Note that the expression

a & 1 == 1

groups as

a & (1 == 1)

in C -- comparisons have higher precedence in C than bit-
fiddling operators.  Stuff like that is usually best resolved by 
explicitly parenthesizing any "impure" expression fiddling with 
bits.  In this case, in a boolean expression plain

a & 1

has the hoped-for effect. and is clearer anyway.

Would be better to use "**" than "^" in comments when 
exponentiation is intended, since "^" means xor in both 
Python and C.

Doc changes are needed, because you're changing visible 
semantics in some cases.

Tests are needed, especially for new semantics.

l_invmod can return NULL for more than one reason, but one 
of its callers ignores this, assuming that all NULL returns are 
due to lack of coprimality.  It's unreasonable to, e.g., replace 
a MemoryError with a complaint about coprimality; this needs 
reworking.  l_invmod should probably set an exception in 
the "not coprime" case.  As is, it's a weird function, 
sometimes setting an exception when it returns NULL, but not 
setting one when coprimality doesn't obtain.  That makes life 
difficult for callers (which isn't apparent in the patch, 
because its callers are currently ignoring this issue).

The Montgomery reduction gimmicks grossly complicate this 
patch -- they're long-winded and hard to follow.  That may 
come with the territory, but it's the only part of the patch 
that made me want to vomit <wink>.  I'd be happier if it 
weren't there, for aesthetic, clarity, and maintainability 
reasons.   How much of a speedup does it actually buy?
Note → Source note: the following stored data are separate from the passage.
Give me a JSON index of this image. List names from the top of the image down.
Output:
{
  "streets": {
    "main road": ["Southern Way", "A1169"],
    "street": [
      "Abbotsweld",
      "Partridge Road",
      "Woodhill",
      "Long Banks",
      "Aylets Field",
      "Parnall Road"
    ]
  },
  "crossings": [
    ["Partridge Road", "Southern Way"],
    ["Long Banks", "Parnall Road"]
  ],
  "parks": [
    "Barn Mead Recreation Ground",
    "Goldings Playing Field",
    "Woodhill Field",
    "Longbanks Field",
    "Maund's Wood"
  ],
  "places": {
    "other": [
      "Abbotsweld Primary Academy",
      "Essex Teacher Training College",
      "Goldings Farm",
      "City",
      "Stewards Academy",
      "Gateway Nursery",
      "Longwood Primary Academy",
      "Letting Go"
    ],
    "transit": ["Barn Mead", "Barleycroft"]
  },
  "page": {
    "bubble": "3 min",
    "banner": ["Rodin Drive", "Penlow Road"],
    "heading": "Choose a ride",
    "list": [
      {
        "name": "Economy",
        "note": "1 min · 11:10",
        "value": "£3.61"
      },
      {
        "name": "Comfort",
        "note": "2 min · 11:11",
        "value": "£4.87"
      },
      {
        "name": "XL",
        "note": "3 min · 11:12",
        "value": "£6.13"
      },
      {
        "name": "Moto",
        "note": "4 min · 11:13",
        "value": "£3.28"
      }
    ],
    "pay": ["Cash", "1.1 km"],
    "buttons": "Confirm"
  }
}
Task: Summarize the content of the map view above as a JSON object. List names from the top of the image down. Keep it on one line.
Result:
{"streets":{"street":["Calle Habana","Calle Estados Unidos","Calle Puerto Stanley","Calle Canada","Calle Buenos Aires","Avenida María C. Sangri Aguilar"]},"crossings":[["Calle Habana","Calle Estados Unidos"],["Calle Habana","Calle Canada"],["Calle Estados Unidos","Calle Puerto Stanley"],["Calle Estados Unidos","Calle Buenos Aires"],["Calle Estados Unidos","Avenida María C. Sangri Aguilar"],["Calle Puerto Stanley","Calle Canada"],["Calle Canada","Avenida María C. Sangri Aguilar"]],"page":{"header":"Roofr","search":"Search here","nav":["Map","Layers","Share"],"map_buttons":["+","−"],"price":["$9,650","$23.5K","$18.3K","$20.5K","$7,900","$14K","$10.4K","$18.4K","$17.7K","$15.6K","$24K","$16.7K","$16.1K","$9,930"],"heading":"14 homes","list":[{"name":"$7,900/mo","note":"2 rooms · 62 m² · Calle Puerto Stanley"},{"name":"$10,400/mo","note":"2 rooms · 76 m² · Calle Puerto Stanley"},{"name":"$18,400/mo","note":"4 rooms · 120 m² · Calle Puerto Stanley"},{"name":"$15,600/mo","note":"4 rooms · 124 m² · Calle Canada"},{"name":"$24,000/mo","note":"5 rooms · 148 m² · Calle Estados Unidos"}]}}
You're right that int pow must deliver the same results as 
long pow, so code is needed for that too.  "short int" 
versus "unbounded int" is increasingly meant to be an invisible 
internal implementation detail in Python.  I'm also in favor of 
giving this meaning to modular negative exponents, btw, so 
no problem with that.  An easy way would be to change int 
pow to delegate to long pow when this is needed.

Pragmatics:  there's a better chance of making 2.4 if the 
patch were done in bite-size stages.  For example, no doc 
changes are needed to switch to 5-ary left-to-right 
exponentation, and that has no effect on the int 
implementation either, etc.  A patch that did just that much 
probably would have gone in a long time ago.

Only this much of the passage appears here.